Don Orlich is professor emeritus of the Science Mathematics Engineering Education Center at Washington State University. He has published more than 100 professional papers, co-authored more than 30 monographs and books, and is the senior co-author of “Teaching Strategies: A guide to Effective Teaching,” published by Houghton Mifflin in 2004.

He has conducted an independent study of Washington's WASL standards based assessment, concluding, “The WASL is a disaster” Orlich has concluded that the fifth grade science WASL exceeds the intellectual level of the majority of fifth graders, the seventh grade math WASL is more like a ninth grade test. Learning goals for the seventh grade is almost identical to many 10th grade goals.

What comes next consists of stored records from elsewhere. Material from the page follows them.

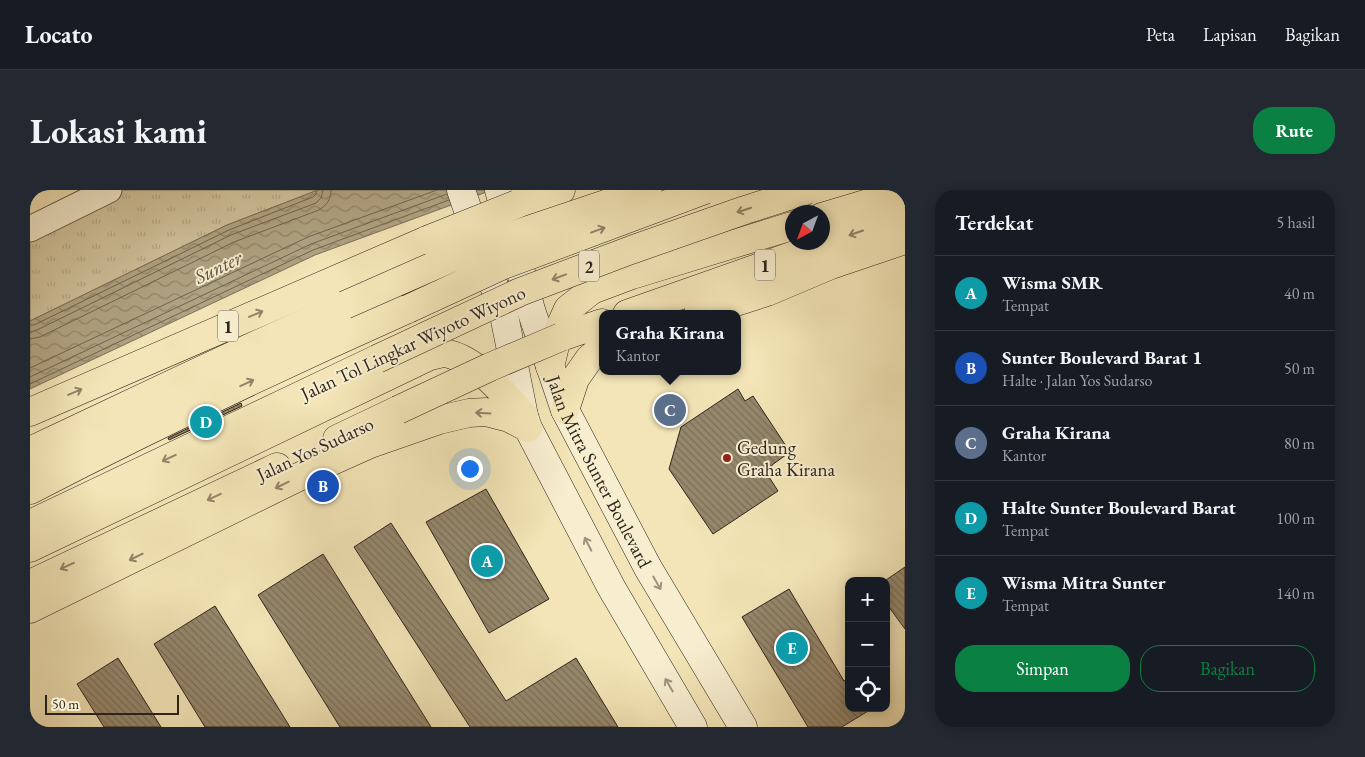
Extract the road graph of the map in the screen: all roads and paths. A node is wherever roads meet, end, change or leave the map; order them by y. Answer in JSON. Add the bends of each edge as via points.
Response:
{"nodes":[{"id":1,"x":109,"y":190,"type":"edge"},
{"id":2,"x":561,"y":190,"type":"edge"},
{"id":3,"x":648,"y":190,"type":"edge"},
{"id":4,"x":705,"y":190,"type":"edge"},
{"id":5,"x":808,"y":190,"type":"edge"},
{"id":6,"x":905,"y":192,"type":"edge"},
{"id":7,"x":463,"y":197,"type":"edge"},
{"id":8,"x":502,"y":201,"type":"edge"},
{"id":9,"x":830,"y":215,"type":"edge"},
{"id":10,"x":905,"y":216,"type":"edge"},
{"id":11,"x":785,"y":228,"type":"edge"},
{"id":12,"x":30,"y":230,"type":"edge"},
{"id":13,"x":905,"y":240,"type":"edge"},
{"id":14,"x":482,"y":250,"type":"junction"},
{"id":15,"x":399,"y":300,"type":"junction"},
{"id":16,"x":638,"y":310,"type":"edge"},
{"id":17,"x":711,"y":310,"type":"edge"},
{"id":18,"x":599,"y":323,"type":"edge"},
{"id":19,"x":599,"y":351,"type":"edge"},
{"id":20,"x":430,"y":356,"type":"junction"},
{"id":21,"x":550,"y":367,"type":"junction"},
{"id":22,"x":565,"y":410,"type":"junction"},
{"id":23,"x":30,"y":412,"type":"edge"},
{"id":24,"x":526,"y":422,"type":"junction"},
{"id":25,"x":30,"y":451,"type":"edge"},
{"id":26,"x":30,"y":470,"type":"edge"},
{"id":27,"x":30,"y":490,"type":"edge"},
{"id":28,"x":36,"y":537,"type":"edge"},
{"id":29,"x":30,"y":584,"type":"edge"},
{"id":30,"x":30,"y":609,"type":"edge"},
{"id":31,"x":693,"y":727,"type":"edge"},
{"id":32,"x":743,"y":727,"type":"edge"}],
"edges":[{"from":1,"to":12,"type":"street"},
{"from":23,"to":2,"type":"highway","number":"1","one_way":true,"bridge":true,"via":[[427,240]]},
{"from":3,"to":8,"type":"highway","via":[[524,227],[519,226]]},
{"from":3,"to":25,"type":"highway","bridge":true,"via":[[472,249],[275,336]]},
{"from":27,"to":4,"type":"highway","name":"Jalan Tol Lingkar Wiyoto Wiyono","number":"2","one_way":true,"bridge":true,"via":[[209,401],[502,266]]},
{"from":5,"to":28,"type":"highway","name":"Jalan Tol Lingkar Wiyoto Wiyono","number":"2","one_way":true,"bridge":true,"via":[[631,250],[520,292]]},
{"from":6,"to":9,"type":"highway"},
{"from":7,"to":14,"type":"main road","name":"Jalan Mitra Sunter Boulevard"},
{"from":8,"to":21,"type":"main road","name":"Jalan Mitra Sunter Boulevard"},
{"from":10,"to":16,"type":"highway","number":"1","one_way":true},
{"from":11,"to":21,"type":"highway","via":[[592,290],[568,309],[559,329]]},
{"from":13,"to":17,"type":"highway"},
{"from":14,"to":15,"type":"highway","via":[[465,257],[453,270]]},
{"from":14,"to":24,"type":"main road","name":"Jalan Mitra Sunter Boulevard","via":[[504,315]]},
{"from":15,"to":20,"type":"highway","via":[[410,304],[427,321],[432,344]]},
{"from":15,"to":26,"type":"highway","via":[[266,354]]},
{"from":18,"to":29,"type":"highway","name":"Jalan Yos Sudarso","one_way":true,"bridge":true,"via":[[490,367]]},
{"from":19,"to":22,"type":"highway","via":[[575,379]]},
{"from":20,"to":24,"type":"highway","via":[[447,353],[463,359],[499,388]]},
{"from":20,"to":28,"type":"highway"},
{"from":21,"to":22,"type":"main road","name":"Jalan Mitra Sunter Boulevard"},
{"from":22,"to":32,"type":"main road","name":"Jalan Mitra Sunter Boulevard","one_way":true,"via":[[648,568]]},
{"from":24,"to":30,"type":"highway","one_way":true,"via":[[486,412],[469,413],[370,444]]},
{"from":31,"to":24,"type":"main road","name":"Jalan Mitra Sunter Boulevard","one_way":true,"via":[[611,587]]}]}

He has authored a soon to be released book titled “School Reform and the Great American Brain Robbery,”. He analyzed areas of the WASL using criteria from developmental psychology and the Scales of the National Assessment of Education Progress (NAEP). Orlich has found areas of the Grade Level Expectations (GLEs), hence the WASL test, to be developmentally inappropriate. He has won a national award from the Association for Supervision and Curriculum Development for a critical analysis he wrote on the fourth-grade WASL, although the OSPI disagrees with the analysis.

Notes

External links
  Orlich on the WASL

Education reform
Year of birth missing (living people)
Living people
Washington State University faculty
Place of birth missing (living people)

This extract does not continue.